The Russian ruble is setting fresh 14-month peaks versus a euro-dollar basket on an almost daily basis, increasing speculation the central bank could put the brakes on the rally in order to protect economic growth.
Rate cuts, reserve requirement hikes and bigger currency market interventions are all among the possible tools, if authorities decide they actually want to stop the rally. Following are some questions and answers on the issue:
Why is the ruble rallying?
• Oil. The price of Russia's key export, has surged over 10 per cent in the past month, boosting prospects for the economy.
• Rates. The central bank has cut the benchmark refi rate by 450 basis points since April 2009 to a record low. But at 8.50 per cent compared to rates of 1 per cent or less in the other G8 economies, Russia still offers very attractive yields.
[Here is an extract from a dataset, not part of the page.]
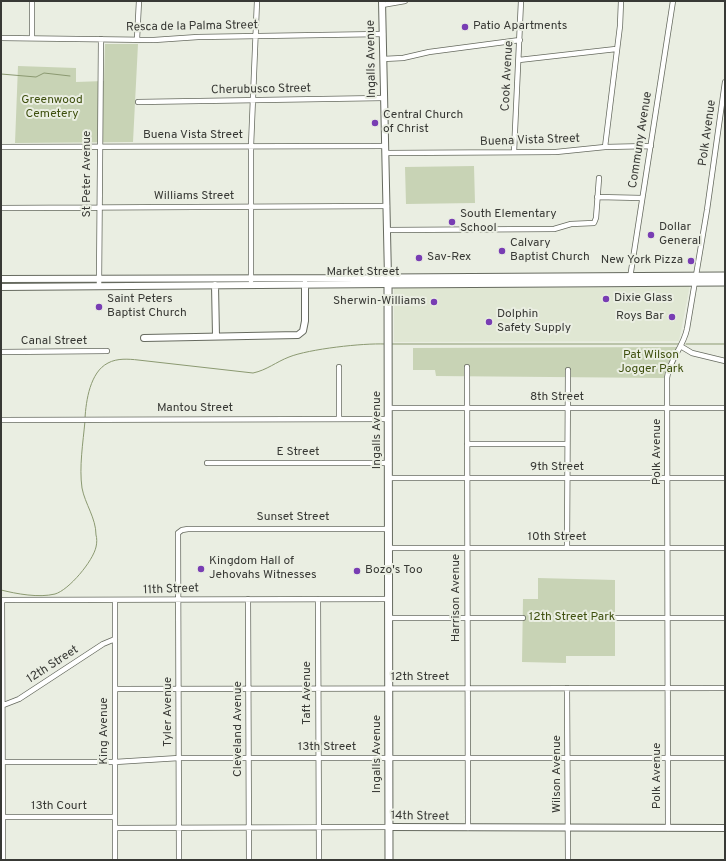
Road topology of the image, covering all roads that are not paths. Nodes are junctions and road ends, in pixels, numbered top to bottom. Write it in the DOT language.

• Taxes. To meet domestic tax payments, exporters need to change their earnings into rubles. As the global economy and commodity prices recover, this amount rises. The next round of payments is about to start, with bank Trust estimating that up to 200-billion rubles is due on Monday alone.
• Europe's woes. Concerns about the health of some European economies has raised the appeal of emerging markets. Flows into Russia Equity Funds hit a 20-week high of $411-million (U.S.) in the latest week, according to EPFR data.
What can the central bank do?
Step up interventions
The central bank lets the ruble's floating trading band shift by 5 kopecks for each $700-million of interventions at its boundary. It has already done this 15 times since February, taking the band to 34.25-37.25 rubles per basket, dealers say.
The interventions at each step could be increased to $1-billion or more. Aside from the risk of stoking inflation, there is virtually no limit on how much foreign currency it can buy. This is likely to be the most effective tool against the rally.
But it would mean a step back on Russia's path towards a free float and goes against the central bank's assertion that the ruble's volatility will only increase in the future. Thirdly, inflation is finally on a downward trend after years of overshooting targets and the central bank may be reluctant to risk this by flooding the market with too many rubles.
Russia's central bank had been expected to cut the refi rate by a further 75 basis points by the end of September as inflation is easing and the economic recovery remains fragile.
The ruble's rally has fanned expectations that the cuts could be bigger or faster -- ING and VTB Capital have both said the chances of a 50 basis point move this month have increased.
But cuts are unlikely to be deep enough to fully erase Russia's yield advantage at a time of rising risk appetite. The currency has shown little reaction to past rate moves.
Hike reserve requirements
This would limit the spare cash the banks have for speculating on the currency market. The resulting reduction of liquidity in the market would also help counterbalance the inflow of rubles from central bank interventions.
The central bank has signalled that reserve requirement hikes are likely in the future but -- as with rate cuts -- analysts doubt they can be substantial to have a big impact.
Can it do nothing?
Politicians, who have in the past lamented the ruble's strength as a threat to economic growth, have stayed silent this time, as have central bank officials.
The ruble is still 15 per cent below the peak of 29.25 against the basket set before the crisis hit in summer 2008.
Its gains of 2.5 per cent in the past month are less than half those seen in September, when the central bank did not swerve from the current interventions policy.
The ruble's gains have been more pronounced against the euro, a potential boon for the struggling retail sector, as cheaper European imports could encourage consumers to buy more.
Against the dollar, the ruble's move has been more modest, thus limiting the impact on the earnings of influential energy and commodity exporters and on the taxes they pay.
Letting the rally run its course would also prove Russia's resolve to move towards a free float by 2012.
Risk of correction?
Some analysts, such as those at BNP Paribas, are starting to warn that the ruble could be getting into overbought territory.
A correction could be caused by central bank actions, a retreat in oil, or an external event which hits risk appetite. But, with over $400-billion of reserves, Russia's central bank has the capacity to protect the ruble against an excessive sell off if necessary.